Token Package Publishing
Token Package Publishing
Token package publishing distributes design tokens as consumable packages through package registries. Publishing enables version management, dependency tracking, and standardized installation. Proper publishing practices ensure consumers can reliably install and update tokens.
What Is Token Package Publishing
Token package publishing is the process of packaging token outputs and metadata for distribution through npm or other package registries. Published packages allow consumers to install tokens with standard tooling (npm install), declare dependencies, and receive updates through normal package management workflows.
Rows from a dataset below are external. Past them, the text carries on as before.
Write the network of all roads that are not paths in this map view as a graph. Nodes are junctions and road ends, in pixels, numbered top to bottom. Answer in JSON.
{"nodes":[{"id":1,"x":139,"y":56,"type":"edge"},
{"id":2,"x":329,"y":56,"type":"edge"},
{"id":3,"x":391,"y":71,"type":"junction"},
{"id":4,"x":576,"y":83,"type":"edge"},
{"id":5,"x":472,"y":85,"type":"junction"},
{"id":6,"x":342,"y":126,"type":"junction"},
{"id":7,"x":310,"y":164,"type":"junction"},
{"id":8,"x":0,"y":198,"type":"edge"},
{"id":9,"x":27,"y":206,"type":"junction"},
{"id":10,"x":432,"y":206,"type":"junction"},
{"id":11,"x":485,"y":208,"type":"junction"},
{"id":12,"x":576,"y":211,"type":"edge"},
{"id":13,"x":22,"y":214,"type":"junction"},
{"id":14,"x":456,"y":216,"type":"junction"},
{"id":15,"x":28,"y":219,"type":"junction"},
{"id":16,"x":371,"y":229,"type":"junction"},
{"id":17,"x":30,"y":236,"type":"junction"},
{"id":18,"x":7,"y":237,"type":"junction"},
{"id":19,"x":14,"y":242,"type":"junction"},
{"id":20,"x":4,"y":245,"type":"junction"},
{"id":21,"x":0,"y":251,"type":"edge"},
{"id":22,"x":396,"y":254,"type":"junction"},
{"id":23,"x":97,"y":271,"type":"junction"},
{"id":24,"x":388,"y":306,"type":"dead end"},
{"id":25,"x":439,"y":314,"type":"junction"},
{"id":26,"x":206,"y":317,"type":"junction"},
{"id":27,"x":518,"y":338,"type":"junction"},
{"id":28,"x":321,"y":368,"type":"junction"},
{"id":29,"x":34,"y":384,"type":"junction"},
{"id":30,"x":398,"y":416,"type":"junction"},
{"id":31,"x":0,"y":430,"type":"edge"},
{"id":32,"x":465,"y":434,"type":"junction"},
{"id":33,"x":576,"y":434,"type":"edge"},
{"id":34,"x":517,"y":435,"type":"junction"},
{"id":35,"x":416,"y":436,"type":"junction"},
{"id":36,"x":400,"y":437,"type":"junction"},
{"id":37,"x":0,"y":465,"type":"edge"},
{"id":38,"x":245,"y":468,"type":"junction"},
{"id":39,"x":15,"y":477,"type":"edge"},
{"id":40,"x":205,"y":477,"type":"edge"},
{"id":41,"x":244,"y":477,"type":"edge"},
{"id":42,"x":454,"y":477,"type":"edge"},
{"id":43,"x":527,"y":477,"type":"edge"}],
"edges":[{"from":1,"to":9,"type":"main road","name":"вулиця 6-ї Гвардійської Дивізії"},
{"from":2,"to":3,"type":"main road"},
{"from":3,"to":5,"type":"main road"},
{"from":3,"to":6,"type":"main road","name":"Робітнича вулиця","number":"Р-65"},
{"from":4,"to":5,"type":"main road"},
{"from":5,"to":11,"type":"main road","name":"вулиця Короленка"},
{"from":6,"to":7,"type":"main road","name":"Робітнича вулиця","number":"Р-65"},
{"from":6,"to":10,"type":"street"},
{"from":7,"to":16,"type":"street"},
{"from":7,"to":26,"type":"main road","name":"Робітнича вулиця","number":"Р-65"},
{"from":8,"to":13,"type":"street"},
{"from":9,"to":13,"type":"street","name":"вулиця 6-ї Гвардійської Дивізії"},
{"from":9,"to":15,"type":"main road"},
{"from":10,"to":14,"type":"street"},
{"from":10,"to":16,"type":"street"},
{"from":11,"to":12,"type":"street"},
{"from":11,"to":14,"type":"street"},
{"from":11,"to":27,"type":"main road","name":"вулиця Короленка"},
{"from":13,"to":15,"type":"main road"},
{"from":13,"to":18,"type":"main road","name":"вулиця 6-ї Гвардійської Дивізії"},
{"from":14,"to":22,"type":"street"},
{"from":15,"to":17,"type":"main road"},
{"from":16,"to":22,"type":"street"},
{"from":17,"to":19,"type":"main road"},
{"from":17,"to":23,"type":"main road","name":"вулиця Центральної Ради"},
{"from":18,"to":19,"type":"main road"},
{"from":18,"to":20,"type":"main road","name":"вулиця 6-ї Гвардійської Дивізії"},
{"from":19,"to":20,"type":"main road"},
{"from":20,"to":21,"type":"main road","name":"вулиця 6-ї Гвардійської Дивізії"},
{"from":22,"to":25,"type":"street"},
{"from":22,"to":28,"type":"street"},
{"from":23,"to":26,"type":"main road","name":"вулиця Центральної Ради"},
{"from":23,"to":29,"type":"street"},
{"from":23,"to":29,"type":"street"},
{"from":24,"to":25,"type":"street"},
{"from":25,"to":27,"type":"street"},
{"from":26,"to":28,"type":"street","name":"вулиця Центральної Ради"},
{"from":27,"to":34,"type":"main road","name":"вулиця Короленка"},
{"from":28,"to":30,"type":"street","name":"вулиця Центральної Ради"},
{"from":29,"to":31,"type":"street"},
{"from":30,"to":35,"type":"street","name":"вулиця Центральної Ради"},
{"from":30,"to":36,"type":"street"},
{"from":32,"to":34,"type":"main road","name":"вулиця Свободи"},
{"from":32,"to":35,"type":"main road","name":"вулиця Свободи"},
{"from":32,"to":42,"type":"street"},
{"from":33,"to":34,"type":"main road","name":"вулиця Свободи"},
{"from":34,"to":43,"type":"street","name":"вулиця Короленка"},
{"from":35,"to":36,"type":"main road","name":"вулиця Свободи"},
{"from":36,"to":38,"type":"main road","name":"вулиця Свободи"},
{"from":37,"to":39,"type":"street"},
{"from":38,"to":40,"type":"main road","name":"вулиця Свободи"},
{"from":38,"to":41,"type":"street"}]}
How Token Package Publishing Works
Package configuration:
// package.json
{
"name": "@company/design-tokens",
"version": "2.3.0",
"description": "Design tokens for Company design system",
"main": "dist/js/tokens.js",
"module": "dist/js/tokens.esm.js",
"types": "dist/js/tokens.d.ts",
"style": "dist/css/tokens.css",
"exports": {
".": {
"import": "./dist/js/tokens.esm.js",
"require": "./dist/js/tokens.js",
"types": "./dist/js/tokens.d.ts"
},
"./css": "./dist/css/tokens.css",
"./scss": "./dist/scss/tokens.scss"
},
"files": [
"dist"
],
"publishConfig": {
"access": "public"
}
}
Build before publish:
{
"scripts": {
"prepublishOnly": "npm run build && npm run test"
}
}
Publishing workflow:
# Update version
npm version minor
# Publish to registry
npm publish
# Or with scoped package
npm publish --access public
Automated publishing with CI:
# GitHub Actions
on:
push:
tags:
- 'v*'
jobs:
publish:
runs-on: ubuntu-latest
steps:
- uses: actions/checkout@v3
- uses: actions/setup-node@v3
with:
registry-url: 'https://registry.npmjs.org'
- run: npm ci
- run: npm run build
- run: npm publish
env:
NODE_AUTH_TOKEN: ${{ secrets.NPM_TOKEN }}
Key Considerations
- Package should only include built artifacts
- Entry points should cover common usage patterns
- TypeScript types improve developer experience
- README should include installation and usage
- Changelog should accompany releases
- Semantic versioning indicates change impact
- Prerelease versions enable testing
- Registry choice affects availability
Common Questions
What should packages include?
Packages should include everything consumers need, nothing more.
Include:
dist/
css/
tokens.css
tokens.min.css
js/
tokens.js
tokens.esm.js
tokens.d.ts
scss/
tokens.scss
_variables.scss
README.md
LICENSE
CHANGELOG.md
Exclude (via .npmignore or files field):
src/ # Source tokens
build/ # Build scripts
node_modules/
.github/
*.config.js
tests/
Package.json files field:
{
"files": [
"dist",
"README.md",
"CHANGELOG.md"
]
}
How should private registries be used?
Private registries serve internal tokens.
npm private packages:
{
"name": "@company/tokens",
"publishConfig": {
"registry": "https://npm.company.com"
}
}
GitHub Packages:
{
"publishConfig": {
"registry": "https://npm.pkg.github.com"
}
}
Artifactory:
npm config set registry https://artifactory.company.com/api/npm/npm-local
npm publish
Consumer configuration:
# .npmrc
@company:registry=https://npm.company.com
//npm.company.com/:_authToken=${NPM_TOKEN}
How should prereleases be handled?
Prereleases enable testing before stable release.
Prerelease versions:
# Alpha (early testing)
npm version 2.4.0-alpha.1
npm publish --tag alpha
# Beta (feature complete, testing)
npm version 2.4.0-beta.1
npm publish --tag beta
# Release candidate (ready for final testing)
npm version 2.4.0-rc.1
npm publish --tag rc
Installing prereleases:
# Explicit version
npm install @company/tokens@2.4.0-beta.1
# Via tag
npm install @company/tokens@beta
Promoting to stable:
# When ready, publish stable version
npm version 2.4.0
npm publish
# latest tag automatically applied
Summary
Token package publishing distributes tokens through registries for standardized installation and updates. Package configuration specifies entry points for different module systems and includes only built artifacts. Automated CI publishing ensures consistent releases. Private registries serve internal tokens with appropriate authentication. Prerelease versions enable testing new token versions before stable release.